■ Action item:
Drop the pictures, then repeat every record exactly as it stands.

■ Entries provided:

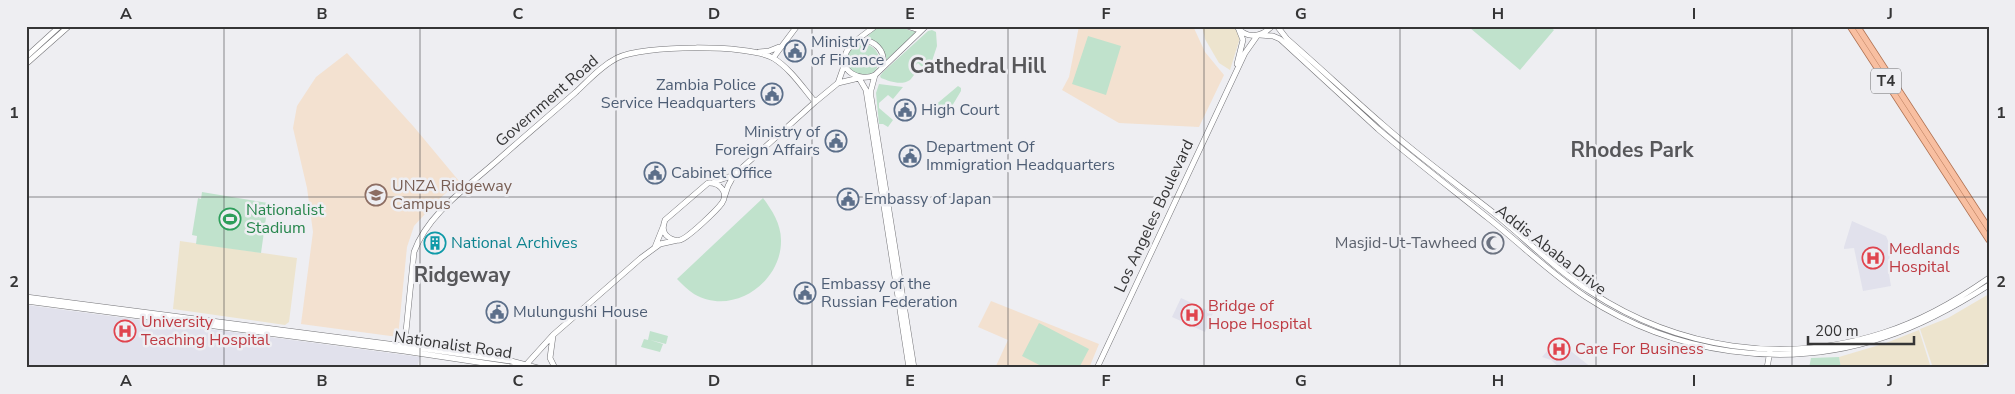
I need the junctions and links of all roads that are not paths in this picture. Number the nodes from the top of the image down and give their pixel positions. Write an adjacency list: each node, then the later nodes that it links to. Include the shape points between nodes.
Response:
1 (60, 26): 16 (main road)
2 (69, 26): 19 (main road)
3 (797, 26): 14 (main road)
4 (875, 26): 13 (main road)
5 (907, 26): 10 (main road)
6 (1272, 26): 12 (main road)
7 (1278, 26): 39 (main road, Addis Ababa Drive, via 1287,39 1383,125 1590,292 1651,325 1697,340)
8 (1850, 26): 32 (main road, T4)
9 (1857, 26): 30 (main road, T4)
10 (924, 27): 20 (main road)
11 (1236, 27): 12 (main road, Addis Ababa Drive, via 1245,34); 21 (main road, Los Angeles Boulevard, via 1243,40)
12 (1259, 35): 21 (main road, Los Angeles Boulevard, via 1249,46); 40 (main road, Addis Ababa Drive, via 1280,39 1385,134 1586,296 1658,333 1708,348)
13 (857, 42): 18 (main road, via 846,53); 20 (main road, via 866,41 878,47 883,59)
14 (781, 46): 15 (main road); 17 (main road)
15 (756, 53): 17 (main road, Government Road); 38 (main road, Government Road, via 680,47 617,58 593,75 470,184 426,229 414,252)
16 (26, 57)
17 (773, 58): 25 (main road, Government Road)
18 (845, 63): 23 (main road); 24 (main road)
19 (26, 64)
20 (882, 68): 22 (main road)
21 (1235, 74): 49 (main road, Los Angeles Boulevard)
22 (875, 75): 23 (main road); 48 (main road, via 871,97)
23 (859, 78): 24 (main road); 47 (main road, via 867,98)
24 (838, 83): 25 (main road)
25 (815, 102): 26 (main road)
26 (734, 175): 27 (main road); 28 (main road)
27 (713, 182): 28 (main road, via 722,188); 29 (main road, via 704,185 669,216)
28 (724, 198): 31 (main road, via 722,204)
29 (663, 226): 31 (main road, via 667,236); 33 (main road)
30 (1989, 229)
31 (678, 240): 33 (main road)
32 (1989, 240)
33 (655, 247): 37 (main road)
34 (1989, 278): 39 (main road, Addis Ababa Drive, via 1942,308 1882,333 1833,345)
35 (1989, 285): 39 (main road, Addis Ababa Drive, via 1945,312 1884,338 1833,350)
36 (26, 299): 38 (main road, Nationalist Road)
37 (553, 335): 43 (main road); 46 (main road, via 550,358)
38 (404, 348): 41 (main road, Nationalist Road); 43 (main road, Nationalist Road, via 511,361)
39 (1770, 352): 40 (main road, Addis Ababa Drive); 42 (main road)
40 (1760, 354): 42 (main road)
41 (491, 362): 43 (main road, Nationalist Road); 44 (main road)
42 (1767, 365)
43 (524, 367): 45 (main road)
44 (495, 368)
45 (538, 368)
46 (555, 368)
47 (910, 368)
48 (914, 368)
49 (1097, 368)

■ Answer to the problem:
I need the junctions and links of all roads that are not paths in this picture. Number the nodes from the top of the image down and give their pixel positions. Write an adjacency list: each node, then the later nodes that it links to. Include the shape points between nodes.
Response:
1 (60, 26): 16 (main road)
2 (69, 26): 19 (main road)
3 (797, 26): 14 (main road)
4 (875, 26): 13 (main road)
5 (907, 26): 10 (main road)
6 (1272, 26): 12 (main road)
7 (1278, 26): 39 (main road, Addis Ababa Drive, via 1287,39 1383,125 1590,292 1651,325 1697,340)
8 (1850, 26): 32 (main road, T4)
9 (1857, 26): 30 (main road, T4)
10 (924, 27): 20 (main road)
11 (1236, 27): 12 (main road, Addis Ababa Drive, via 1245,34); 21 (main road, Los Angeles Boulevard, via 1243,40)
12 (1259, 35): 21 (main road, Los Angeles Boulevard, via 1249,46); 40 (main road, Addis Ababa Drive, via 1280,39 1385,134 1586,296 1658,333 1708,348)
13 (857, 42): 18 (main road, via 846,53); 20 (main road, via 866,41 878,47 883,59)
14 (781, 46): 15 (main road); 17 (main road)
15 (756, 53): 17 (main road, Government Road); 38 (main road, Government Road, via 680,47 617,58 593,75 470,184 426,229 414,252)
16 (26, 57)
17 (773, 58): 25 (main road, Government Road)
18 (845, 63): 23 (main road); 24 (main road)
19 (26, 64)
20 (882, 68): 22 (main road)
21 (1235, 74): 49 (main road, Los Angeles Boulevard)
22 (875, 75): 23 (main road); 48 (main road, via 871,97)
23 (859, 78): 24 (main road); 47 (main road, via 867,98)
24 (838, 83): 25 (main road)
25 (815, 102): 26 (main road)
26 (734, 175): 27 (main road); 28 (main road)
27 (713, 182): 28 (main road, via 722,188); 29 (main road, via 704,185 669,216)
28 (724, 198): 31 (main road, via 722,204)
29 (663, 226): 31 (main road, via 667,236); 33 (main road)
30 (1989, 229)
31 (678, 240): 33 (main road)
32 (1989, 240)
33 (655, 247): 37 (main road)
34 (1989, 278): 39 (main road, Addis Ababa Drive, via 1942,308 1882,333 1833,345)
35 (1989, 285): 39 (main road, Addis Ababa Drive, via 1945,312 1884,338 1833,350)
36 (26, 299): 38 (main road, Nationalist Road)
37 (553, 335): 43 (main road); 46 (main road, via 550,358)
38 (404, 348): 41 (main road, Nationalist Road); 43 (main road, Nationalist Road, via 511,361)
39 (1770, 352): 40 (main road, Addis Ababa Drive); 42 (main road)
40 (1760, 354): 42 (main road)
41 (491, 362): 43 (main road, Nationalist Road); 44 (main road)
42 (1767, 365)
43 (524, 367): 45 (main road)
44 (495, 368)
45 (538, 368)
46 (555, 368)
47 (910, 368)
48 (914, 368)
49 (1097, 368)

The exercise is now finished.